About a dozen mammal and reptile owners attended the meeting to get a clearer understanding of just what the bylaw means to them and their pets.
Morinville’s Chief Administrative Officer Edie Doepker said recent media attention on the proposed bylaw had the benefit of prompting residents to ask a variety of questions about the document, questions that have helped shape and clarify the bylaw.
Those questions included concerns regarding where dogs would no longer be permitted in town, the need for off leash areas, the problem of animal defecation, why cats are not allowed to roam free and concerns that Morinville was planning to ban exotic animals.
In explaining the bylaw in detail to council and the gallery, Morinville’s Interim Manager of Enforcement Services, Donna Tona, clarified some resident concerns.
Tona said dogs will be permitted in Morinville’s parks, playgrounds and sports fields, provided they are on a leash; however, dogs will not be permitted in the water area of the Morinville Splash Park due to health issues.
Additionally, Tona explained that animals in vehicles will only be an issue if the animal is interfering with the driver’s ability to operate their vehicle safely. The provision is in keeping with Alberta’s recently passed and soon-to-be-enforced distracted driver law. However, dogs will not be permitted to ride in the back of trucks. Enforcement services plans to post signage on the Town’s photo radar signs to alert visitors to Morinville of the fact once the bylaw is passed.
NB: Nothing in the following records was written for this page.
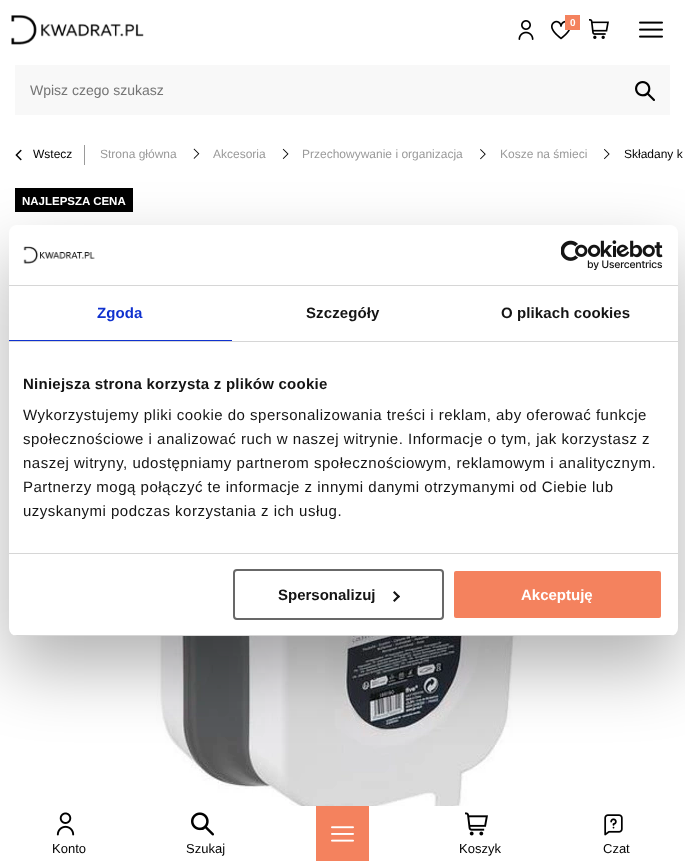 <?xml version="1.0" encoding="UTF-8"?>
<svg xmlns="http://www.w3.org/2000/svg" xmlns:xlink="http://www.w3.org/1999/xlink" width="685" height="861">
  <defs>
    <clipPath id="clip1"><rect x="9" y="225" width="669" height="411" rx="8" /></clipPath>
  </defs>
  <rect width="100%" height="100%" fill="#ffffff" />
  <image x="11" y="15" width="133" height="30" xlink:href="image1.png" />
  <image x="518" y="20" width="16" height="20" xlink:href="image2.png" />
  <image x="551" y="20" width="19" height="20" xlink:href="image3.png" />
  <rect x="565" y="15" width="15" height="15" fill="#f4825e" />
  <image x="589" y="19" width="20" height="20" xlink:href="image4.png" />
  <image x="639" y="21" width="24" height="17" xlink:href="image5.png" />
  <rect x="15" y="65" width="655" height="50" fill="#f8f8f8" />
  <image x="635" y="81" width="20" height="20" xlink:href="image6.png" />
  <image x="15" y="149" width="7" height="12" xlink:href="image7.png" />
  <rect x="84" y="145" width="1" height="20" fill="#9a9a9a" />
  <image x="193" y="148" width="7" height="11" xlink:href="image8.png" />
  <image x="282" y="148" width="7" height="11" xlink:href="image9.png" />
  <image x="480" y="149" width="6" height="11" xlink:href="image10.png" />
  <image x="604" y="149" width="6" height="11" xlink:href="image11.png" />
  <rect x="15" y="188" width="118" height="24" fill="#000000" />
  <image x="156" y="636" width="374" height="170" xlink:href="image12.png" />
  <image x="56" y="812" width="19" height="24" xlink:href="image13.png" />
  <image x="191" y="812" width="23" height="24" xlink:href="image14.png" />
  <rect x="316" y="806" width="53" height="55" fill="#f4825e" />
  <image x="331" y="826" width="23" height="16" xlink:href="image15.png" />
  <image x="465" y="812" width="23" height="24" xlink:href="image16.png" />
  <image x="604" y="814" width="19" height="22" xlink:href="image17.png" />
  <rect x="9" y="257" width="669" height="411" rx="8" fill="#000000" fill-opacity="0.3" filter="blur(34px)" />
  <rect x="9" y="225" width="669" height="411" rx="8" fill="#ffffff" />
  <rect x="9" y="285" width="669" height="1" fill="#d6d6d6" />
  <image x="23" y="246" width="72" height="18" xlink:href="image18.png" />
  <image x="561" y="240" width="102" height="30" xlink:href="image19.png" />
  <rect x="9" y="341" width="669" height="1" fill="#d6d6d6" />
  <rect x="9" y="340" width="223" height="1" fill="#1032cf" />
  <rect x="9" y="553" width="669" height="1" fill="#d6d6d6" />
  <g clip-path="url(#clip1)">
    <rect x="9" y="635" width="669" height="1" fill="#d6d6d6" />
  </g>
  <rect x="234" y="570" width="209" height="49" rx="3" fill="none" stroke="#686868" stroke-width="2" />
  <path d="M 394.5 591 l 5.5 5.5 l -1.5 1.5 l -5.5 -5.5 z" fill="#141414" />
  <path d="M 398.5 595 l 1.5 1.5 l -5.5 5.5 l -1.5 -1.5 z" fill="#141414" />
  <rect x="453" y="570" width="209" height="49" rx="3" fill="#f4825e" stroke="#ffffff" stroke-width="2" />
  <text x="570" y="26" style="font-family: Liberation Sans; font-size: 10px; font-weight: bold; fill: #ffffff">0</text>
  <text x="30" y="95" style="font-family: Liberation Sans; font-size: 14px; fill: #757575">Wpisz czego szukasz</text>
  <text x="33" y="158" style="font-family: Liberation Sans; font-size: 12px; fill: #000000">Wstecz</text>
  <text x="100" y="158" style="font-family: Liberation Sans; font-size: 12px; fill: #9a9a9a">Strona główna</text>
  <text x="213" y="158" style="font-family: Liberation Sans; font-size: 12px; fill: #9a9a9a">Akcesoria</text>
  <text x="302" y="158" style="font-family: Liberation Sans; font-size: 12px; fill: #9a9a9a">Przechowywanie i organizacja</text>
  <text x="500" y="158" style="font-family: Liberation Sans; font-size: 12px; fill: #9a9a9a">Kosze na śmieci</text>
  <text x="624" y="158" style="font-family: Liberation Sans; font-size: 12px; fill: #000000">Składany k</text>
  <text x="22" y="205" style="font-family: Liberation Sans; font-size: 11.5px; font-weight: bold; fill: #ffffff">NAJLEPSZA CENA</text>
  <text x="52" y="853" style="font-family: Liberation Sans; font-size: 13px; fill: #000000">Konto</text>
  <text x="186" y="853" style="font-family: Liberation Sans; font-size: 13px; fill: #000000">Szukaj</text>
  <text x="459" y="853" style="font-family: Liberation Sans; font-size: 13px; fill: #000000">Koszyk</text>
  <text x="603" y="853" style="font-family: Liberation Sans; font-size: 13px; fill: #000000">Czat</text>
  <text x="97" y="318" style="font-family: Liberation Sans; font-size: 15px; font-weight: bold; letter-spacing: 0.1px; fill: #1032cf">Zgoda</text>
  <text x="306" y="318" style="font-family: Liberation Sans; font-size: 15px; font-weight: bold; letter-spacing: 0.1px; fill: #141414">Szczegóły</text>
  <text x="501" y="318" style="font-family: Liberation Sans; font-size: 15px; font-weight: bold; letter-spacing: 0.1px; fill: #141414">O plikach cookies</text>
  <text x="23" y="389" style="font-family: Liberation Sans; font-size: 15px; font-weight: bold; letter-spacing: 0.25px; fill: #141414">Niniejsza strona korzysta z plików cookie</text>
  <text x="23" y="420" style="font-family: Liberation Sans; font-size: 15px; letter-spacing: 0.5px; fill: #141414">Wykorzystujemy pliki cookie do spersonalizowania treści i reklam, aby oferować funkcje</text>
  <text x="23" y="444" style="font-family: Liberation Sans; font-size: 15px; letter-spacing: 0.5px; fill: #141414">społecznościowe i analizować ruch w naszej witrynie. Informacje o tym, jak korzystasz z</text>
  <text x="23" y="468" style="font-family: Liberation Sans; font-size: 15px; letter-spacing: 0.5px; fill: #141414">naszej witryny, udostępniamy partnerom społecznościowym, reklamowym i analitycznym.</text>
  <text x="23" y="492" style="font-family: Liberation Sans; font-size: 15px; letter-spacing: 0.5px; fill: #141414">Partnerzy mogą połączyć te informacje z innymi danymi otrzymanymi od Ciebie lub</text>
  <text x="23" y="516" style="font-family: Liberation Sans; font-size: 15px; letter-spacing: 0.5px; fill: #141414">uzyskanymi podczas korzystania z ich usług.</text>
  <text x="278" y="600" style="font-family: Liberation Sans; font-size: 15px; font-weight: bold; fill: #141414">Spersonalizuj</text>
  <text x="521" y="600" style="font-family: Liberation Sans; font-size: 15px; font-weight: bold; fill: #ffffff">Akceptuję</text>
</svg>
With respect to the prohibition on cats at large, Tona explained cats remain Morinville’s largest animal problem, with the majority of enforcement complaints stemming from cats killing birds, defecating on property and in public sand boxes as well as cats injured from the elements and vehicles. Tona said Enforcement Services dealt with 65 cats at large issues in 2010 and that some of the cats did not survive.
“It’s not a real fun job to tell a child their cat has died,” Tona said, adding the Town of Morinville incurred $1,200 in veterinary bills for cats at large in the month of December alone.
If passed, the new bylaw will fine owners $120 for roaming cats and Morinville will have the authority to attach veterinary bills to a resident’s tax bill should the Town not be able to recoup the expense using other methods.
Tona explained that with council’s approval she would like to conduct a feral cat round up in the spring whereby cats would be spayed or neutered to help curb what she sees as a problem in Morinville.
With respect to the banning of exotic animals, which represented the bulk of resident calls since the draft bylaw became public, Tona again clarified the list of prohibited animals was but a schedule attached to the bylaw and not a part of the bylaw itself.
“Nowhere does it say in this bylaw that residents cannot own exotic pets,” Tona told council, reiterating earlier comments that the list of prohibited animals contained in the original draft of the proposed bylaw was but a synthesized schedule that cites the Convention of International and Interprovincial Trade on Endangered Species (CITE). “It is a cue for us.”
One visitor to Tuesday night’s meeting who was pleased with the clarification is Ian Kanda, president of the Edmonton Reptile and Amphibian Society, who came to the meeting to support local members of his organization and their concerns that their animals might be banned.
“I’m quite happy how receptive everybody involved with the Town of Morinville was as to what the public concerns were,” Kanda said, adding his initial concerns were prompted by the schedule referred to in media coverage of the proposed bylaw. “Ninety per cent of these animals are already made illegal by the province of Alberta. Now I realize it is more just a point of reference for the CITE’s animals as opposed to a new proposed list of animals being banned.”
Kanda said he e-mailed some suggestions to the town as general advice on reptiles, particularly with respect to the listing of pythons and boa constrictors, an item that was subsequently removed from the list.
“You can’t just say boas and pythons,” he said. “It’s too general a thing because there’s 26 species of pythons and there’s six that are illegal in Alberta, which are the really massive ones and the ones that can pose a danger. The rest of them, most of them, are two or three feet in length and quite common in the pet hobby.”
Kanda said his concern was to make sure Morinville was not proceeding with a ban on those species commonly found in pet stores. Morinville’s Interim Manager of Enforcement Services indicated in a Jan. 9 interview with MorinvilleNews.com that such species would not be prohibited under the new bylaw.
Morinville’s Responsible Pet Ownership bylaw is scheduled for first reading at the Jan. 25 meeting of Morinville Town Council. Councillors will decide at that time whether or not to act on administration’s recommendation to hold a public hearing prior to second and third reading of the bylaw.